Prison Nation - Columbia Political Review 2003
Columbia Political Review, Jan. 1, 2003.
Book Review - Prison Nation - Columbia Political Review 2003
Columbia Political Review
May 2003, Vol. 2, No. 5
Penal Colony
America’s penal system is debauched, defunct, and destitute.
By Harold Braswell
The law itself is not enough. In order for the law to have concrete authority beyond abstract words, institutions must not only account for the law’s enforcement, but also its inevitable violation. Prison Nation: The Warehousing of America’s Poor ostensibly deals with the institution charged with the latter of these responsibilities, the penal system. Nevertheless, by virtue of its breadth of content and force of argument, the book transcends its supposed subject matter to take on almost every aspect of the judicial process in the United States.

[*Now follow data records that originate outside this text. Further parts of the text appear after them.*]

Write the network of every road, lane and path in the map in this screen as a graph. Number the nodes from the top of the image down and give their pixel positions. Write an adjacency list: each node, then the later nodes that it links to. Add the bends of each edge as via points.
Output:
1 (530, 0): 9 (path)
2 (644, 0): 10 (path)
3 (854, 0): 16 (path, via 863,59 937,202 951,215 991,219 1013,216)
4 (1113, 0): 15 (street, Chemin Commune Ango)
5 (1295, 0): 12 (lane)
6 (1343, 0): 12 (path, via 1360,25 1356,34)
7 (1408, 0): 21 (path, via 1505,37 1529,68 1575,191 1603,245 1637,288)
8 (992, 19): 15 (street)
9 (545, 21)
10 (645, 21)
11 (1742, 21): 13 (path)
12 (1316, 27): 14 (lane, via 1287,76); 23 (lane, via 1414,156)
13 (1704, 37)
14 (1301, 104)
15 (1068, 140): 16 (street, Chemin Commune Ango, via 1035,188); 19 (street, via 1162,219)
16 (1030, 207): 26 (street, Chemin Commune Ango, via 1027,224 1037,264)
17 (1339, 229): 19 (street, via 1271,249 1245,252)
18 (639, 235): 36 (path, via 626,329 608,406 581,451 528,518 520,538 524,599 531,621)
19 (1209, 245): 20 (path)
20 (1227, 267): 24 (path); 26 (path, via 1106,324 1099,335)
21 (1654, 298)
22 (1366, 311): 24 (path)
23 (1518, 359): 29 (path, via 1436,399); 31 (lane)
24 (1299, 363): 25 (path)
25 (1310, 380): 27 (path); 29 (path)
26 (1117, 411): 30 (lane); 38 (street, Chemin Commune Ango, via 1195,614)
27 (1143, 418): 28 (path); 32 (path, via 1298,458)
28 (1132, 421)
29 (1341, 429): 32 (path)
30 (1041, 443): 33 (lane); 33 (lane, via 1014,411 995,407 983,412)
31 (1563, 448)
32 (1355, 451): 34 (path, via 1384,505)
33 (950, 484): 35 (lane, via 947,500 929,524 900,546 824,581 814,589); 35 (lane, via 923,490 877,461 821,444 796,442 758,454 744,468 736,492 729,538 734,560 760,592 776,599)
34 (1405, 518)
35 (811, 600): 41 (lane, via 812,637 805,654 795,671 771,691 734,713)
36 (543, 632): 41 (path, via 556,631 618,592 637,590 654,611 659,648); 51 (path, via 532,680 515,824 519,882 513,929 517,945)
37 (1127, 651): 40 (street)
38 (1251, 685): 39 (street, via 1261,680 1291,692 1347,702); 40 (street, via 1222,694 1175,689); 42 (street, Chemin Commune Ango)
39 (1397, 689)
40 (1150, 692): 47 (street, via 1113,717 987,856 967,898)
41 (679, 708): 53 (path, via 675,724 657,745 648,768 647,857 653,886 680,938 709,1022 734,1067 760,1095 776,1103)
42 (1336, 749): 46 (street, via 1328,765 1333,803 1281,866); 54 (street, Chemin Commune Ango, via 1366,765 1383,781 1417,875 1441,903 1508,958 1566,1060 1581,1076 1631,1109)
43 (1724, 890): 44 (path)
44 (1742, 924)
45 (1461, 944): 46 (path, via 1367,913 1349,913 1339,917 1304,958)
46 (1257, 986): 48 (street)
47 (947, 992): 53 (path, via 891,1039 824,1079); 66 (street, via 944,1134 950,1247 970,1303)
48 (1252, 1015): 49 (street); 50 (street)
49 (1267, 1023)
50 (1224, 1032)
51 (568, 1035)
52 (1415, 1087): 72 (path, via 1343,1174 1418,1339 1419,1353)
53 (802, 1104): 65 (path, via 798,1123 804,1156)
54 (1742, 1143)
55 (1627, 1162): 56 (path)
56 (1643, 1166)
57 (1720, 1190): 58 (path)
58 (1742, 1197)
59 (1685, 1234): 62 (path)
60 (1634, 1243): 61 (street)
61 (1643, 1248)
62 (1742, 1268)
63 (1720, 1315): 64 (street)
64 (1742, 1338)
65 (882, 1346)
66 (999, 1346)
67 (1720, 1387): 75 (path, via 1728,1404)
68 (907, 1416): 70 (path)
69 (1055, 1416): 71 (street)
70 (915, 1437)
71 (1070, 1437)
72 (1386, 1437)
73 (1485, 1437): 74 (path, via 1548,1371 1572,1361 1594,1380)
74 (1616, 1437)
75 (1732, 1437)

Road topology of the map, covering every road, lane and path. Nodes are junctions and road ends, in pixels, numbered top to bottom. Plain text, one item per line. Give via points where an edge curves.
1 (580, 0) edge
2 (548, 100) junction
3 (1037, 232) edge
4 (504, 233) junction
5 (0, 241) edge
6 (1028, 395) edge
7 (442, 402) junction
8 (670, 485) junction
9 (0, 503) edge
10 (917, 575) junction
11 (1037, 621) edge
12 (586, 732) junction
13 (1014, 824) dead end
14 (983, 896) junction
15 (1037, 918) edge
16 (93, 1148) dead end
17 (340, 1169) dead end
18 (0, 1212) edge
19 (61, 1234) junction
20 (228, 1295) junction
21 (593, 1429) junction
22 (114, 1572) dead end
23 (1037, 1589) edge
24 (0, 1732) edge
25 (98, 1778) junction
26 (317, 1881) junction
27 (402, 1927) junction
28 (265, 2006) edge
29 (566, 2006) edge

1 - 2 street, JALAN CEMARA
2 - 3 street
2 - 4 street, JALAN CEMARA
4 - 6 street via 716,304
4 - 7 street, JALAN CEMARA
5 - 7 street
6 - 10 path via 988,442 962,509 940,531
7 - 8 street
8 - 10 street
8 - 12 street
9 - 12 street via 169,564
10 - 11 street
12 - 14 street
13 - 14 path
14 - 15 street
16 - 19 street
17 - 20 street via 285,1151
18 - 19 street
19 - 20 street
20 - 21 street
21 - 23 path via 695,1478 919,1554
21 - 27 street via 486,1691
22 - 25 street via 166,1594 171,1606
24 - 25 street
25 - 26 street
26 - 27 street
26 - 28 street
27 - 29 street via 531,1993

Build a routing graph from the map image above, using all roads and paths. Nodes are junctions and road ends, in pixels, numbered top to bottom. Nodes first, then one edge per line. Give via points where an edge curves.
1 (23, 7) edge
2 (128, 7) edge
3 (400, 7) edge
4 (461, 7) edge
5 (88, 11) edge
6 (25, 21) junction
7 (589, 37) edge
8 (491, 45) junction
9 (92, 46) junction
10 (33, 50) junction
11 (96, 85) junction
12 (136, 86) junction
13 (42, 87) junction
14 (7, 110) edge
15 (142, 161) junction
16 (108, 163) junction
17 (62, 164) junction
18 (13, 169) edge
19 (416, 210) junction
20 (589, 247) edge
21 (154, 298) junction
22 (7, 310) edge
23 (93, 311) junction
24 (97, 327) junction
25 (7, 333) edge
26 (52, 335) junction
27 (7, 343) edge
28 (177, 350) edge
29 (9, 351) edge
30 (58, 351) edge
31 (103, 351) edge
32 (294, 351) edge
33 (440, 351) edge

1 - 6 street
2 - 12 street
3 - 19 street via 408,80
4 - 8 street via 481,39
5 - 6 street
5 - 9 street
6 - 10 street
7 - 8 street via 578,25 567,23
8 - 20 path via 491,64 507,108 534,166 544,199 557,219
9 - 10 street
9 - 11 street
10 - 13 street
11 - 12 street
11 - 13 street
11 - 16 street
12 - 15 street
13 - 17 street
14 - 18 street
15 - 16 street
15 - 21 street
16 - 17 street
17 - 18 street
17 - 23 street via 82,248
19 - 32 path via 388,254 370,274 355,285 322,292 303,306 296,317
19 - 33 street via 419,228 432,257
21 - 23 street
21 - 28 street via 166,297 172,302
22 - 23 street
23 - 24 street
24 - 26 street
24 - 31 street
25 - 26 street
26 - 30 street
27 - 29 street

Prison Nation contains 41 essays written by a collection of lawyers, journalists, human rights activists, professors, and prisoners. Such a wide spectrum of commentators could potentially result in chaos. The book’s editors—Tara Herivel, a lawyer, and Paul Wright, a Washington state prisoner, lawyer, and the editor of Prison Legal News—have organized the collection in such a way, however, that the dense, statistic-laden pieces of the lawyers combine with the book’s other, less academic (and therefore more human) contributions to give the reader both the cold facts of the prison system and the anguished face behind them.
The one thread uniting almost all of the book’s essays is the prison system’s corporate corruption. And there is plenty of corruption to criticize. Whether dealing with the increasing wave of private prisons, the large disjunction in the judicial system’s treatment of individual and corporate crimes, or just plain cost-cutting and negligence, Prison Nation gives a thorough treatment of the connections between large corporations and the American justice system without losing sight of the effects these sordid relationships have on everyday prisoners. One of the most interesting articles in this vein, Gordon Lafer’s “The Politics of Prison Labor,” shows how private corporations use prison labor not only for its affordable price ($2 per hour), but also as a way to undermine workers’ unions.
Prison Nation is also hard on both the federal and state governments. While state governments are charged with negligence in enforcing the rights guaranteed to prisoners by both the eighth amendment (which allows “neither cruel, nor unusual punishment”) and the Supreme Court decision in Estelle v. Gamble (which expands on the Eighth Amendment to prohibit “deliberate indifference”), the federal government has the greater notoriety for passing legislation that deprives prisoners of the few, poorly enforced rights they had to begin with. Bill Clinton is guilty on both counts. As governor of Arkansas, he awarded control over the state’s prison health care system to Health Management Associates, a company whose “blood mining” practices earned it the excoriation of the Supreme Court. As president, Clinton signed the Prison Litigation Reform Act, which greatly impeded prisoners’ ability to secure representation for civil-rights complaints. Surprisingly enough, George W. Bush gets off relatively easily in Prison Nation. Although a few of the essays do attack the Bush administration for the “indefinite detentions” brought about by the Patriot Act, nearly nothing is said about the records for annual executions that he both set (37 in 1997) and broke (40 in 2000) while governor in Texas.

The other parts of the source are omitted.